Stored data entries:
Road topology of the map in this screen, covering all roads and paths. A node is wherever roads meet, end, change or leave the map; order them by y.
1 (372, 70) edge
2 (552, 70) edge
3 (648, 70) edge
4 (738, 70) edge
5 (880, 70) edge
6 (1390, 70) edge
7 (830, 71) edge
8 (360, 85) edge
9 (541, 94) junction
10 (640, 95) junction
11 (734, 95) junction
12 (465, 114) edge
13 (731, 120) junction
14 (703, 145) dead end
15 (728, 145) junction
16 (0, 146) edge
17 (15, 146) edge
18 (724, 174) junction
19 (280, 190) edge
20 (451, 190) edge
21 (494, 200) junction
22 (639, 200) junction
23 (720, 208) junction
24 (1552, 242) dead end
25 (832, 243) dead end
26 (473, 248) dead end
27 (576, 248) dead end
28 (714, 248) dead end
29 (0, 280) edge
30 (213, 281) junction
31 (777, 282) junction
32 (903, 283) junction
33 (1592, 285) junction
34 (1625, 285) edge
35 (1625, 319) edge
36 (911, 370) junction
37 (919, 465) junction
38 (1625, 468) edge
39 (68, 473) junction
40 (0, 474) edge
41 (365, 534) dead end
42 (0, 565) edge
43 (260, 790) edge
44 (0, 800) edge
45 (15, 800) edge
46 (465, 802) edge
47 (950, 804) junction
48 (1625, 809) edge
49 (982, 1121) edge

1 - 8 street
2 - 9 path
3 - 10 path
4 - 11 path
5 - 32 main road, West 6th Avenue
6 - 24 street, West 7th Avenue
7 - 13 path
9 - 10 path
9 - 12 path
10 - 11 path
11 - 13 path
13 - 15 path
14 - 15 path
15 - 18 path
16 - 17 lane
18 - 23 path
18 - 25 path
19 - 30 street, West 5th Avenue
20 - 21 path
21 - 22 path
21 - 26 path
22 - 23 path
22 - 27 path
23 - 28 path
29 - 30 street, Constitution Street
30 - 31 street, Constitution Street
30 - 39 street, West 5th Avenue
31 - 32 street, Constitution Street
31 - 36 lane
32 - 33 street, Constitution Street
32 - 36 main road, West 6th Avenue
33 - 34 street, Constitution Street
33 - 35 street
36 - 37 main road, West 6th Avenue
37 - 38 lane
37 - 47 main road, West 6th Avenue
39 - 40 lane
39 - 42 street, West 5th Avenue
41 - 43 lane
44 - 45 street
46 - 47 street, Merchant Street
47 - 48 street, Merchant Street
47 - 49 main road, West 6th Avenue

Work order ::
Print the records above exactly. Omit nothing.

Exercise response ::
Road topology of the map in this screen, covering all roads and paths. A node is wherever roads meet, end, change or leave the map; order them by y.
1 (372, 70) edge
2 (552, 70) edge
3 (648, 70) edge
4 (738, 70) edge
5 (880, 70) edge
6 (1390, 70) edge
7 (830, 71) edge
8 (360, 85) edge
9 (541, 94) junction
10 (640, 95) junction
11 (734, 95) junction
12 (465, 114) edge
13 (731, 120) junction
14 (703, 145) dead end
15 (728, 145) junction
16 (0, 146) edge
17 (15, 146) edge
18 (724, 174) junction
19 (280, 190) edge
20 (451, 190) edge
21 (494, 200) junction
22 (639, 200) junction
23 (720, 208) junction
24 (1552, 242) dead end
25 (832, 243) dead end
26 (473, 248) dead end
27 (576, 248) dead end
28 (714, 248) dead end
29 (0, 280) edge
30 (213, 281) junction
31 (777, 282) junction
32 (903, 283) junction
33 (1592, 285) junction
34 (1625, 285) edge
35 (1625, 319) edge
36 (911, 370) junction
37 (919, 465) junction
38 (1625, 468) edge
39 (68, 473) junction
40 (0, 474) edge
41 (365, 534) dead end
42 (0, 565) edge
43 (260, 790) edge
44 (0, 800) edge
45 (15, 800) edge
46 (465, 802) edge
47 (950, 804) junction
48 (1625, 809) edge
49 (982, 1121) edge

1 - 8 street
2 - 9 path
3 - 10 path
4 - 11 path
5 - 32 main road, West 6th Avenue
6 - 24 street, West 7th Avenue
7 - 13 path
9 - 10 path
9 - 12 path
10 - 11 path
11 - 13 path
13 - 15 path
14 - 15 path
15 - 18 path
16 - 17 lane
18 - 23 path
18 - 25 path
19 - 30 street, West 5th Avenue
20 - 21 path
21 - 22 path
21 - 26 path
22 - 23 path
22 - 27 path
23 - 28 path
29 - 30 street, Constitution Street
30 - 31 street, Constitution Street
30 - 39 street, West 5th Avenue
31 - 32 street, Constitution Street
31 - 36 lane
32 - 33 street, Constitution Street
32 - 36 main road, West 6th Avenue
33 - 34 street, Constitution Street
33 - 35 street
36 - 37 main road, West 6th Avenue
37 - 38 lane
37 - 47 main road, West 6th Avenue
39 - 40 lane
39 - 42 street, West 5th Avenue
41 - 43 lane
44 - 45 street
46 - 47 street, Merchant Street
47 - 48 street, Merchant Street
47 - 49 main road, West 6th Avenue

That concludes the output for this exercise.